• [Dataset entries]:

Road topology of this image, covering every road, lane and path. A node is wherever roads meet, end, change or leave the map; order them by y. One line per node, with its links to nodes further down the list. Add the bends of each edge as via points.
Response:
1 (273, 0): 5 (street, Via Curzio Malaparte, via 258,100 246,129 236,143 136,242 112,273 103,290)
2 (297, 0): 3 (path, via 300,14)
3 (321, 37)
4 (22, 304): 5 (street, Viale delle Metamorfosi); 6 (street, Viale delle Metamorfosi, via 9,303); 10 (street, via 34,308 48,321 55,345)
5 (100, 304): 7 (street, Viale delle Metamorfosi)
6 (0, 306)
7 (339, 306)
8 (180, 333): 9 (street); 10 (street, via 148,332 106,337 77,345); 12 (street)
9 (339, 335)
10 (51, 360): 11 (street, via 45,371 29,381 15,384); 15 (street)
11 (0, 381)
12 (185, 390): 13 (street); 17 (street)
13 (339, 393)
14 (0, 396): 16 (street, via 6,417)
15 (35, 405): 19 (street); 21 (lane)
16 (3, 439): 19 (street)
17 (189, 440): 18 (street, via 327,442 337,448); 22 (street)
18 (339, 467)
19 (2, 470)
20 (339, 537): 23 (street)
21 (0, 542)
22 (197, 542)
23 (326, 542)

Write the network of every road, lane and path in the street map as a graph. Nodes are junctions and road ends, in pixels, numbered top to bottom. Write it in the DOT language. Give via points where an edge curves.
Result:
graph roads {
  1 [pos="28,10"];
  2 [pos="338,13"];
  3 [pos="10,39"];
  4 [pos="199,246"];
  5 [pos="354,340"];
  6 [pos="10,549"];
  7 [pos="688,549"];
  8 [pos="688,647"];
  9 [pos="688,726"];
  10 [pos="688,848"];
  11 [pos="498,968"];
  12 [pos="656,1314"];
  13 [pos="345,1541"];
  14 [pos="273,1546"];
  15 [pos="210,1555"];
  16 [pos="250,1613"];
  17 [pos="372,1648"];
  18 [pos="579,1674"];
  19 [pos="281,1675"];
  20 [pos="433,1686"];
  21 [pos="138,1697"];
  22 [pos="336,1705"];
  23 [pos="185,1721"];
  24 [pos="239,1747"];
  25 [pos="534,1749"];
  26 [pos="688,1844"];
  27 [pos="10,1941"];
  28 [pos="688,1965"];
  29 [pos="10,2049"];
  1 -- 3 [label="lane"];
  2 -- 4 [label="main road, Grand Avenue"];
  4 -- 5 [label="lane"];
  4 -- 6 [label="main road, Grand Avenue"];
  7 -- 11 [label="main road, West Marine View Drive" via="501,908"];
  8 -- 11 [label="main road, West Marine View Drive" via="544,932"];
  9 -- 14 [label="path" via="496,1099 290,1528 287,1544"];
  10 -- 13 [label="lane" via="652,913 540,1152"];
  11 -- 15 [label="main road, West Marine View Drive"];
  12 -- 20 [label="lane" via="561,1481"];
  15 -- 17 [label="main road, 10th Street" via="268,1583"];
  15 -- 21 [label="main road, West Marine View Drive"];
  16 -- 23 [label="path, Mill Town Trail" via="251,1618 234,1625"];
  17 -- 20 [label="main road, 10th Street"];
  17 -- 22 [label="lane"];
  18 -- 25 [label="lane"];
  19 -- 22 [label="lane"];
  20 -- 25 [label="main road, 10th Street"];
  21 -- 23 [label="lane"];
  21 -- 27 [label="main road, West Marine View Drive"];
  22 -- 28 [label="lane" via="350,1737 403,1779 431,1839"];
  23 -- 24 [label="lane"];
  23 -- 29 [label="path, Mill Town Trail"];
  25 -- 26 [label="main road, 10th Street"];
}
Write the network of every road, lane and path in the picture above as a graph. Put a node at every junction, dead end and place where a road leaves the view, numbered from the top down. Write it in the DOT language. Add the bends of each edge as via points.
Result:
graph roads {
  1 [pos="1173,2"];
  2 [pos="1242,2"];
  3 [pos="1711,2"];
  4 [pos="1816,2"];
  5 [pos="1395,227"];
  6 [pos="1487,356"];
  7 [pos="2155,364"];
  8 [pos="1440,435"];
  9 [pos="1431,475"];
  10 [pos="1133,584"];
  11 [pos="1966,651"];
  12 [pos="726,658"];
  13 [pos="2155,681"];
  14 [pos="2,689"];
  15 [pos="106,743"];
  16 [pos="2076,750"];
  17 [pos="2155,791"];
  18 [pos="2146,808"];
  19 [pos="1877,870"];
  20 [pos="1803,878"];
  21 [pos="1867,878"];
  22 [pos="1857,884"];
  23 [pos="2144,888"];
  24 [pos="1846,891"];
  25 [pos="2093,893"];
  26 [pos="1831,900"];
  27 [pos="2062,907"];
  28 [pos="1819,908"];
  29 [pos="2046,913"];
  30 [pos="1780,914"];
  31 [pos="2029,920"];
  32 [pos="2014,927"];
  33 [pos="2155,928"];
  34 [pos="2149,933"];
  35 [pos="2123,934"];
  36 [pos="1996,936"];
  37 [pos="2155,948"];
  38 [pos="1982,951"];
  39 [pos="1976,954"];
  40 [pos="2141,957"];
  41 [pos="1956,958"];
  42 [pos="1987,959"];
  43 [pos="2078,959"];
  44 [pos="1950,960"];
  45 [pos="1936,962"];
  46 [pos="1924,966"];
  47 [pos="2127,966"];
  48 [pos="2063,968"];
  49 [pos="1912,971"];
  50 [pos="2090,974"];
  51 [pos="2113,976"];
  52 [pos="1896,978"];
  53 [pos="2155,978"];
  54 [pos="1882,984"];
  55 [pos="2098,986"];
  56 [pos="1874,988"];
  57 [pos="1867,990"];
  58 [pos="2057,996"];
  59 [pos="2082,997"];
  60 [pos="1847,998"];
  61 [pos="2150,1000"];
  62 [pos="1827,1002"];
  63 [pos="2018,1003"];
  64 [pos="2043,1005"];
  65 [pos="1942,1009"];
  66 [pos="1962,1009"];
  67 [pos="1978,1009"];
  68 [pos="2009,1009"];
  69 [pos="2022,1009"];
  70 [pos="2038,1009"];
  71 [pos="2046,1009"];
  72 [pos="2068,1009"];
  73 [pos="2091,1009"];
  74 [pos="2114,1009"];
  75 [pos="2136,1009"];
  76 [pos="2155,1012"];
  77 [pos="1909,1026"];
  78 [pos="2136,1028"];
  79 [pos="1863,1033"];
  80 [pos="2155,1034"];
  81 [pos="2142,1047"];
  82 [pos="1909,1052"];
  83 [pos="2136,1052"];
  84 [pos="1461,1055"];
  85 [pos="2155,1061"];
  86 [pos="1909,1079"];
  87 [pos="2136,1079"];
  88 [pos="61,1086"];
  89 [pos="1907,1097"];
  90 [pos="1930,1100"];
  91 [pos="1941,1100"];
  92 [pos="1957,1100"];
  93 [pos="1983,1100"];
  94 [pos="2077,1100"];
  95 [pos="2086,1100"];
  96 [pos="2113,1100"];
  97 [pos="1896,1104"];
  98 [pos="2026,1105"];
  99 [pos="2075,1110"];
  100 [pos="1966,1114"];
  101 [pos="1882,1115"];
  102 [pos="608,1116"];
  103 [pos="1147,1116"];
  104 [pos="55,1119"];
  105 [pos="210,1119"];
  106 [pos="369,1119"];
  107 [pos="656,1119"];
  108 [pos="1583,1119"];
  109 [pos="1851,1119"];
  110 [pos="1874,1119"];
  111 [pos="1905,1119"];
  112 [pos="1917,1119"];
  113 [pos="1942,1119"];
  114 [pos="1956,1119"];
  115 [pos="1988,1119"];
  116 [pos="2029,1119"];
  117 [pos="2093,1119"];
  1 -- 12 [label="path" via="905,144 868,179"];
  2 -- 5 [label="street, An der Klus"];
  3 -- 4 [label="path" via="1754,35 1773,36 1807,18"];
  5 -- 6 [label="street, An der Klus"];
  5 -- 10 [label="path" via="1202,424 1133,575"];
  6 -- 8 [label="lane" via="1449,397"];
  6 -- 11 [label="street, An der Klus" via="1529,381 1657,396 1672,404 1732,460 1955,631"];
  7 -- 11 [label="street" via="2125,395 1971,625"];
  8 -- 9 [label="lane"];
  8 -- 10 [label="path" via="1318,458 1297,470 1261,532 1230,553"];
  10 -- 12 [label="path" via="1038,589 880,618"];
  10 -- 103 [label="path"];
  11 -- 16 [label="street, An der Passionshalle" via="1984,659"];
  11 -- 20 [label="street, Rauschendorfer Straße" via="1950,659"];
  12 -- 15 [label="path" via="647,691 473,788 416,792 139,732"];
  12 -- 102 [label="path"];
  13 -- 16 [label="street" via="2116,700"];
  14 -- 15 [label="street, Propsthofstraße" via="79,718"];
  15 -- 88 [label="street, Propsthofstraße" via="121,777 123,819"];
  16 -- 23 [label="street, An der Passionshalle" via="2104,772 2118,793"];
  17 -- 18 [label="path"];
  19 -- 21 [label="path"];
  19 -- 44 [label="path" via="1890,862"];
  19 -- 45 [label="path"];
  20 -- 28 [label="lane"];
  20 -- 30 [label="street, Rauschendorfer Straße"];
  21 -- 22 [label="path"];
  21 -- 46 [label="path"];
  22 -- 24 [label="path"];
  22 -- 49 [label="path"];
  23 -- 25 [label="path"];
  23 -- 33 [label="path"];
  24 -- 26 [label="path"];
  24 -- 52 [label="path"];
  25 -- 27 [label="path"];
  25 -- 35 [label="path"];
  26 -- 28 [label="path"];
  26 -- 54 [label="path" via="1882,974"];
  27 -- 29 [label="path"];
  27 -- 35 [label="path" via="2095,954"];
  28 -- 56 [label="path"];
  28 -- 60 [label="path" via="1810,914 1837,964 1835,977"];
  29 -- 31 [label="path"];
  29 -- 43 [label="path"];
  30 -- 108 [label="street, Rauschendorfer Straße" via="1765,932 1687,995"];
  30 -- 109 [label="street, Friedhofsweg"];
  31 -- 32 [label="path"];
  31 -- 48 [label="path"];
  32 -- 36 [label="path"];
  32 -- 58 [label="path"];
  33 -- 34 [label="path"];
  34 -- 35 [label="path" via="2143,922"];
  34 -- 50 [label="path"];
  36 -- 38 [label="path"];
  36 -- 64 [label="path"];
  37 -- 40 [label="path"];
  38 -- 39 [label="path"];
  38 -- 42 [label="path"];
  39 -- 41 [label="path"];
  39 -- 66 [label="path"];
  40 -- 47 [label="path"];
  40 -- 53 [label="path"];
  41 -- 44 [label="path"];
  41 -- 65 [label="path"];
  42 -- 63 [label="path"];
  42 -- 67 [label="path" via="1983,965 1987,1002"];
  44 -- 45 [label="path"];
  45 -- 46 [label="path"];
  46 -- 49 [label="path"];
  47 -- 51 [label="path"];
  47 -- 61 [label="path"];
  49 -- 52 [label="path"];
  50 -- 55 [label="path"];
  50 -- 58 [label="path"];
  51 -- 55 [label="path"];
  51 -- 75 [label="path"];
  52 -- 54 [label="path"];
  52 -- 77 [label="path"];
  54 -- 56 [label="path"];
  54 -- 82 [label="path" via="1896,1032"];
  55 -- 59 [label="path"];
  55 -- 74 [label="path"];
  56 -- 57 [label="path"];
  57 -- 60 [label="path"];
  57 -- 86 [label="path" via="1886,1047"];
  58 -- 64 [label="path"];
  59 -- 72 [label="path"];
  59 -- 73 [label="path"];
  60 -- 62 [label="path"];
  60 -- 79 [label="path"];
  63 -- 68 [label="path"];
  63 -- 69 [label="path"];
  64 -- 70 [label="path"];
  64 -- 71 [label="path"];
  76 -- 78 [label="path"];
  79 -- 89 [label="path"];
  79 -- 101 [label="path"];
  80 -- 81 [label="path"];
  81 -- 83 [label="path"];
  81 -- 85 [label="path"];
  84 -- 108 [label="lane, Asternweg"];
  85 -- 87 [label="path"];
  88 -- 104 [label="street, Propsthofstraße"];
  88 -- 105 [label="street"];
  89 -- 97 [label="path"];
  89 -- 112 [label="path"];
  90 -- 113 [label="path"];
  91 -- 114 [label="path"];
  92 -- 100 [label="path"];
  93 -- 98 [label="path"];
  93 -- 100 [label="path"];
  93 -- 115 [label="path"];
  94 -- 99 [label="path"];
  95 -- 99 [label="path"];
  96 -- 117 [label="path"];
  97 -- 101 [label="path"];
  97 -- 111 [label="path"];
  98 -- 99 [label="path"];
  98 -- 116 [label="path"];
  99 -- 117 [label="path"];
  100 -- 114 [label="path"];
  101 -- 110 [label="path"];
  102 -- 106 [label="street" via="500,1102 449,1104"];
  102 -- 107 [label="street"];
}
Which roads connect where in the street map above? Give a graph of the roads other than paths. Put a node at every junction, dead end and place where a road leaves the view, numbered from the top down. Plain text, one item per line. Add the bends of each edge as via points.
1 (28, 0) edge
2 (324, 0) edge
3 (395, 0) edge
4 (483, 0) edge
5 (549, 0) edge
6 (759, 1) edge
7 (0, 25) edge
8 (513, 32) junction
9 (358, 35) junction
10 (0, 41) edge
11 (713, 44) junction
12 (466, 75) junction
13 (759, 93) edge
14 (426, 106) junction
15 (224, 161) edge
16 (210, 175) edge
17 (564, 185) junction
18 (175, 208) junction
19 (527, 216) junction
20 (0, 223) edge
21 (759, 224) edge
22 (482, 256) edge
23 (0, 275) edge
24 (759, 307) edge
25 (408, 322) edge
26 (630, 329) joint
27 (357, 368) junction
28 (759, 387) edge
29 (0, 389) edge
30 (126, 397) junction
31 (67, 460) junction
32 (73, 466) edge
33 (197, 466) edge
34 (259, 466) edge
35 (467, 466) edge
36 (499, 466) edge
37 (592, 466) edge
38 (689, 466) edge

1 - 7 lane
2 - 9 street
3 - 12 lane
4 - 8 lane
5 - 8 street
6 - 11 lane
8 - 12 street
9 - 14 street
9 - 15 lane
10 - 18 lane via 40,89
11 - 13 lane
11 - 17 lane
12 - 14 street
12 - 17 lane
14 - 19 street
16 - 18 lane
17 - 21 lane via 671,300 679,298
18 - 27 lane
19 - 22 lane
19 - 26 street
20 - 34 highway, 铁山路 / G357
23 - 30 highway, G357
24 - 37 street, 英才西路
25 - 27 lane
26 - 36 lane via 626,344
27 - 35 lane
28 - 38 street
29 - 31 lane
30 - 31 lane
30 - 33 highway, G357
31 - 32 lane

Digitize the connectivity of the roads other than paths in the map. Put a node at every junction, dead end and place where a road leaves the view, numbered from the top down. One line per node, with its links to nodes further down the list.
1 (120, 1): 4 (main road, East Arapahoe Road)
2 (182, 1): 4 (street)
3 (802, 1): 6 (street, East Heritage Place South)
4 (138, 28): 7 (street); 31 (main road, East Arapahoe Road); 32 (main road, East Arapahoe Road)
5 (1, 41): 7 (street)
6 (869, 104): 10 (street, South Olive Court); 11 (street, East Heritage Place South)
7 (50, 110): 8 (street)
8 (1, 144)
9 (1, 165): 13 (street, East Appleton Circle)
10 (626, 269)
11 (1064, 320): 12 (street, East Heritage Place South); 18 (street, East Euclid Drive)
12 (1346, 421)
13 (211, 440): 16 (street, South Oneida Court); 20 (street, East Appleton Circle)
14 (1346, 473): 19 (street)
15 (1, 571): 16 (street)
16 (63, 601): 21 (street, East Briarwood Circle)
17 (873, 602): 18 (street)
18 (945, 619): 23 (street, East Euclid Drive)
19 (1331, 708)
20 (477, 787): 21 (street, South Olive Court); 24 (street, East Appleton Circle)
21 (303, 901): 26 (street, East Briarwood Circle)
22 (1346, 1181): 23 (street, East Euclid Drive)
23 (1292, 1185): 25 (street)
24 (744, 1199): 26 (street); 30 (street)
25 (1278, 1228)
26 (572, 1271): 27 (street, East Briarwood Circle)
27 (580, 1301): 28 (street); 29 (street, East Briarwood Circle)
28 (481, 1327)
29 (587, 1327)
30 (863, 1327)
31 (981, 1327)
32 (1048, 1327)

• [What the task requires]: Each line in the data that holds the word "Euclid" must be copied.

• [Exercise response]:
11 (1064, 320): 12 (street, East Heritage Place South); 18 (street, East Euclid Drive)
18 (945, 619): 23 (street, East Euclid Drive)
22 (1346, 1181): 23 (street, East Euclid Drive)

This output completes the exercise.